* [Exercise description]: Take every line from the data that has the word "lines" in it.

##### Record extracts

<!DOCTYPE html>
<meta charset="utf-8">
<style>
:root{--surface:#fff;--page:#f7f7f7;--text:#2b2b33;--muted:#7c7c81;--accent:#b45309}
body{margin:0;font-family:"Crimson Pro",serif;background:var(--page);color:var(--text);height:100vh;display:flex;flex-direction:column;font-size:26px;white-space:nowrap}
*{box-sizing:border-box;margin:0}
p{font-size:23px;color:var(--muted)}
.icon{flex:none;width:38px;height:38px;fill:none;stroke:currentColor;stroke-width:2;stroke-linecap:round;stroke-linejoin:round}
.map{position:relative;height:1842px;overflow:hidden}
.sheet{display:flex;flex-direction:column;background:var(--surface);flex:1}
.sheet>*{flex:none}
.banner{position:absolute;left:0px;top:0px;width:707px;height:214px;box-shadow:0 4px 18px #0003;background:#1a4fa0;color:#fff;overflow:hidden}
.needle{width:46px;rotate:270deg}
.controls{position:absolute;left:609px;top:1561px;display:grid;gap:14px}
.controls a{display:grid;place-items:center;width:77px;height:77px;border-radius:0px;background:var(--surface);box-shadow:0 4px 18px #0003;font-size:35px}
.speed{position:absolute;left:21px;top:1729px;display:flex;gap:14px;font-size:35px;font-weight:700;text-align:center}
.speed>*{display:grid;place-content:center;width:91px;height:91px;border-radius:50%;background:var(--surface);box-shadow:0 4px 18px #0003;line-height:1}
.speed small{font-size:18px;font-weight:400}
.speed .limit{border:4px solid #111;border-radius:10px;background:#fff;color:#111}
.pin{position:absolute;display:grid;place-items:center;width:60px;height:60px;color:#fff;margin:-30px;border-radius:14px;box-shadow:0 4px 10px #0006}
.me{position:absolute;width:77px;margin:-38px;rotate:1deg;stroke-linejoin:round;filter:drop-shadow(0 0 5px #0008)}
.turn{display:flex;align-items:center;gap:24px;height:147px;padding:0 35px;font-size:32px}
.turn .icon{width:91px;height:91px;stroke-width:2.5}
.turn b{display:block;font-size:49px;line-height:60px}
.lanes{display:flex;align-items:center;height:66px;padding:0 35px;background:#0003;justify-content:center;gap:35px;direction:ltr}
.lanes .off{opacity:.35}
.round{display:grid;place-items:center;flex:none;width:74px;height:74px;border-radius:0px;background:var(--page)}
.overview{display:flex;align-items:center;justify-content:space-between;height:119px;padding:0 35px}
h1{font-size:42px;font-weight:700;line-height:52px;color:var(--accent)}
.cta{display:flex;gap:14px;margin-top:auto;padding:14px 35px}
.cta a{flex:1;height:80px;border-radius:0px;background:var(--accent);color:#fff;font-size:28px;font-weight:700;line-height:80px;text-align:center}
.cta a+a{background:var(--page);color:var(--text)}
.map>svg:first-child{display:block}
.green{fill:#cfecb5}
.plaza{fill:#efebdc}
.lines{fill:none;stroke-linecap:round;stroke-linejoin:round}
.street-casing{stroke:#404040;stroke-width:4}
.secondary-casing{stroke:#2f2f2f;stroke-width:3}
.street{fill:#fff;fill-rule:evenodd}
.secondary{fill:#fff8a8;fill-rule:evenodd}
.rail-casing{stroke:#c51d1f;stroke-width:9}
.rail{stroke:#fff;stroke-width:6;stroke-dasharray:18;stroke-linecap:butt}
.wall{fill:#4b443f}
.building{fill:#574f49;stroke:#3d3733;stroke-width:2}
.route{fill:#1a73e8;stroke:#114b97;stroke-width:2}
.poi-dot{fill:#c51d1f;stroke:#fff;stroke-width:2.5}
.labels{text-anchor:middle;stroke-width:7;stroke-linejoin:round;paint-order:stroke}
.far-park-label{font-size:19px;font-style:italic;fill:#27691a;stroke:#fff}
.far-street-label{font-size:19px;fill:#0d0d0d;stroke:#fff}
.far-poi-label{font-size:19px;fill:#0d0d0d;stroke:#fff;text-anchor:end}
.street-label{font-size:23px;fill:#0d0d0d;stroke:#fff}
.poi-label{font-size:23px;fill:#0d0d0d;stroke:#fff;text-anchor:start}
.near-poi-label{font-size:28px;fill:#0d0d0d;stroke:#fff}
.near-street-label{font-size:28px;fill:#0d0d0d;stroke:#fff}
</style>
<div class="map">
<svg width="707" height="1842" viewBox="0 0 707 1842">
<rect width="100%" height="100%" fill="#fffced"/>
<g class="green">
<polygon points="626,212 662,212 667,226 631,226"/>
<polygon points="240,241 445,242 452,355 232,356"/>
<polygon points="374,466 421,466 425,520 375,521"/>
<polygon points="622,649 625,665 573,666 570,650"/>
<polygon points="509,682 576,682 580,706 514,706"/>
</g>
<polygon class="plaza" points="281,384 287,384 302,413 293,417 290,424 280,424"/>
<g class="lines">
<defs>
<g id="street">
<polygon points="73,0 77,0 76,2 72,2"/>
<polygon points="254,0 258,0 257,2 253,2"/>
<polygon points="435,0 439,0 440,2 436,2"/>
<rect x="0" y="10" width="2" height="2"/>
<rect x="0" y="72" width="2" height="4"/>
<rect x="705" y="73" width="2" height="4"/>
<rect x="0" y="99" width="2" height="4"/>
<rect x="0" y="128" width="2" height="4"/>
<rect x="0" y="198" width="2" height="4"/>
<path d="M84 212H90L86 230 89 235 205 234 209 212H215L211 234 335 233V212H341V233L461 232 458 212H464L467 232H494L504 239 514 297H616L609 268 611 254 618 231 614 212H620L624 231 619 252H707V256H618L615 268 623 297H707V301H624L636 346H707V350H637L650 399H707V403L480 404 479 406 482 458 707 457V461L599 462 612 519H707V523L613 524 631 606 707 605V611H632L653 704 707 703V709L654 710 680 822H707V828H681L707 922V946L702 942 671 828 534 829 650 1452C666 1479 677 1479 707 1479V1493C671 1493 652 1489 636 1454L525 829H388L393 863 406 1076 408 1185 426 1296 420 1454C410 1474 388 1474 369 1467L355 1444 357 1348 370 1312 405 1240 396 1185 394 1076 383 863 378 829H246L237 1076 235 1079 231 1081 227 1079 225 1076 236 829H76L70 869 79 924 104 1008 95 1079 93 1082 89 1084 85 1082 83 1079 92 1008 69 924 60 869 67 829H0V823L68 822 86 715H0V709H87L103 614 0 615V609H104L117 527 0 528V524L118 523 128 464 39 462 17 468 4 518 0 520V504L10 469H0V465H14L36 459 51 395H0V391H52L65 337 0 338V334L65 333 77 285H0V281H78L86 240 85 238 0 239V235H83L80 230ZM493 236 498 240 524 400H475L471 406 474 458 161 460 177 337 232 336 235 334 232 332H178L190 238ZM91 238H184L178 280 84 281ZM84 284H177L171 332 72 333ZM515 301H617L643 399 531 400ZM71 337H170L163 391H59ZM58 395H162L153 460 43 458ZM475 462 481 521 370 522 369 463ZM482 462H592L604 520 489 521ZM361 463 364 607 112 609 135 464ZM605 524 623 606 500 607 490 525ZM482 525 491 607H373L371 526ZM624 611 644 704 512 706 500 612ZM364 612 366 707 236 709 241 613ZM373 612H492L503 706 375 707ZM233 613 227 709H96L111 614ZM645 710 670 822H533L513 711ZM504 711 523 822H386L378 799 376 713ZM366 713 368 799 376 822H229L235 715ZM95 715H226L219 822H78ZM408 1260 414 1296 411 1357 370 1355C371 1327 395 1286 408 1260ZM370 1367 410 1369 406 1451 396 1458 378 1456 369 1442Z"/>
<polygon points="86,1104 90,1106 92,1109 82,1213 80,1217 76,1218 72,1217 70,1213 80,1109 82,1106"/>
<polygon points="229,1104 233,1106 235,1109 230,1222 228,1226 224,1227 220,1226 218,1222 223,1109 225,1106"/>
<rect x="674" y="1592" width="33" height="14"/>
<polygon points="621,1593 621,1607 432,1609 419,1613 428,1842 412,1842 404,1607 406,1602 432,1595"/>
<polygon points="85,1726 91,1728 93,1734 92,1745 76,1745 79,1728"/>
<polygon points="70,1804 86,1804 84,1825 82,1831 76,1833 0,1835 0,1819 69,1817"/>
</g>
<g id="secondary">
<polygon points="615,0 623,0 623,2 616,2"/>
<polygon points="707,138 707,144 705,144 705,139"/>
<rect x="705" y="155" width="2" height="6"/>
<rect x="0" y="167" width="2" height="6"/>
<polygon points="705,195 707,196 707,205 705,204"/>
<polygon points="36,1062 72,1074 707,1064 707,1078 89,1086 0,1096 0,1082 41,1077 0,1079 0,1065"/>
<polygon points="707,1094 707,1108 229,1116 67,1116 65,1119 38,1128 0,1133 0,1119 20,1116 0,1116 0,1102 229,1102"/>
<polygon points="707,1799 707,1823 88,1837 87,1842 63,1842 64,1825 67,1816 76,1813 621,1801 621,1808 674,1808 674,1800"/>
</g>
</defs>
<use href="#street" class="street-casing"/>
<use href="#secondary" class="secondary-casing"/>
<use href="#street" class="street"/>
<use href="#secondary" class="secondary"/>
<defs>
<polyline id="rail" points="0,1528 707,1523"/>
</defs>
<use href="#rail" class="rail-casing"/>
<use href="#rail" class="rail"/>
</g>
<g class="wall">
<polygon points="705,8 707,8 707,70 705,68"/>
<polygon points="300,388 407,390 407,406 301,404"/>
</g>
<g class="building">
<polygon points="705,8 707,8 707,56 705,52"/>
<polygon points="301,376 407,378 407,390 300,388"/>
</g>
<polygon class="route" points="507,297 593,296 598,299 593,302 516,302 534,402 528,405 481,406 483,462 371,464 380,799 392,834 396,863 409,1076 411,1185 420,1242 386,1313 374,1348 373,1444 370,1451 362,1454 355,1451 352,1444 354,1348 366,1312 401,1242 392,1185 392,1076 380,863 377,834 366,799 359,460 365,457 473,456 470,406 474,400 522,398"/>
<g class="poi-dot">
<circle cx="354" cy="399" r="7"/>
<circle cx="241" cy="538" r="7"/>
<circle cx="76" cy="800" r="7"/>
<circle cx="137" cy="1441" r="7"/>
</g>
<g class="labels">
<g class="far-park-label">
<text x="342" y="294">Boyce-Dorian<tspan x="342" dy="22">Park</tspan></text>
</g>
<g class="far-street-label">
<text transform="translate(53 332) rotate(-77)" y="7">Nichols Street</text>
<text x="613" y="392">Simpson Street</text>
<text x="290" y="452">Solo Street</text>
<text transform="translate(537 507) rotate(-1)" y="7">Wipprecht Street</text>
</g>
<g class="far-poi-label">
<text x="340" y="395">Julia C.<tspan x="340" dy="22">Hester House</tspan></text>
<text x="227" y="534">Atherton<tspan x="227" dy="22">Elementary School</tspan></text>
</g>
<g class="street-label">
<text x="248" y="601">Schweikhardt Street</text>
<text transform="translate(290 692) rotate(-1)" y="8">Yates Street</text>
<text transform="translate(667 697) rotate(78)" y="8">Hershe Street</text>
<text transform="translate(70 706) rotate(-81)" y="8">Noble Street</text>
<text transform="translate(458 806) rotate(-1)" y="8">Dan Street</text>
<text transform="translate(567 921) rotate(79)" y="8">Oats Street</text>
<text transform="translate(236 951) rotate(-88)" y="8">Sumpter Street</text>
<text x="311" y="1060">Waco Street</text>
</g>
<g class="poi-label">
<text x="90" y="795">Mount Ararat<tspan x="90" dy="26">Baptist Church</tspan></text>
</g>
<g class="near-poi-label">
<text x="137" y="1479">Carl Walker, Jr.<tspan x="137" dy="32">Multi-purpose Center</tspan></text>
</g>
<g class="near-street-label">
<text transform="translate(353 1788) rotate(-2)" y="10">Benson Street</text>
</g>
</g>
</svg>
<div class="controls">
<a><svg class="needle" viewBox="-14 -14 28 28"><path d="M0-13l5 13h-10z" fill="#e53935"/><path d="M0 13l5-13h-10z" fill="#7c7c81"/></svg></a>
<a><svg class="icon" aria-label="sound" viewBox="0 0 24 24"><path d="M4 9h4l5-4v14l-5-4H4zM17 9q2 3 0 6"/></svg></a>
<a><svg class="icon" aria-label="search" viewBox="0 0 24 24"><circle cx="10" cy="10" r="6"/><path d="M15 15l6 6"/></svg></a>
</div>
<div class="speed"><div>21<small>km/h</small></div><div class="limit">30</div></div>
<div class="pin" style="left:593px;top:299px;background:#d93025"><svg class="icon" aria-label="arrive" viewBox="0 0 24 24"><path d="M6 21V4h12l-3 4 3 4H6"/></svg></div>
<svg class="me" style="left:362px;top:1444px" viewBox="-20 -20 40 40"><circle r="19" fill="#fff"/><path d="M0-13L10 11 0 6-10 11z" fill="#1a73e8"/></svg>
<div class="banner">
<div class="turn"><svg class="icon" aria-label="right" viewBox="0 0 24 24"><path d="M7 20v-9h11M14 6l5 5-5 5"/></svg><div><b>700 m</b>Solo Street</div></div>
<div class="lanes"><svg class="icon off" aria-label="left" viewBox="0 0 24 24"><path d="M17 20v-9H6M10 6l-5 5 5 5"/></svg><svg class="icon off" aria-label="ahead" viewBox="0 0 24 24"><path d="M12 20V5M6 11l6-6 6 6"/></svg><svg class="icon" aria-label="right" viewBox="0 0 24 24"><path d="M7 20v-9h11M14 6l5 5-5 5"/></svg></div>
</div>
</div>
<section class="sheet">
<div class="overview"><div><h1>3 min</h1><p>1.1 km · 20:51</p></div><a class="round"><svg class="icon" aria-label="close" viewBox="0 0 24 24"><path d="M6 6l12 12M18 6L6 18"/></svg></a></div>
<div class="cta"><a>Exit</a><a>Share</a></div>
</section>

##########

* [Written solution]:
.lines{fill:none;stroke-linecap:round;stroke-linejoin:round}
<g class="lines">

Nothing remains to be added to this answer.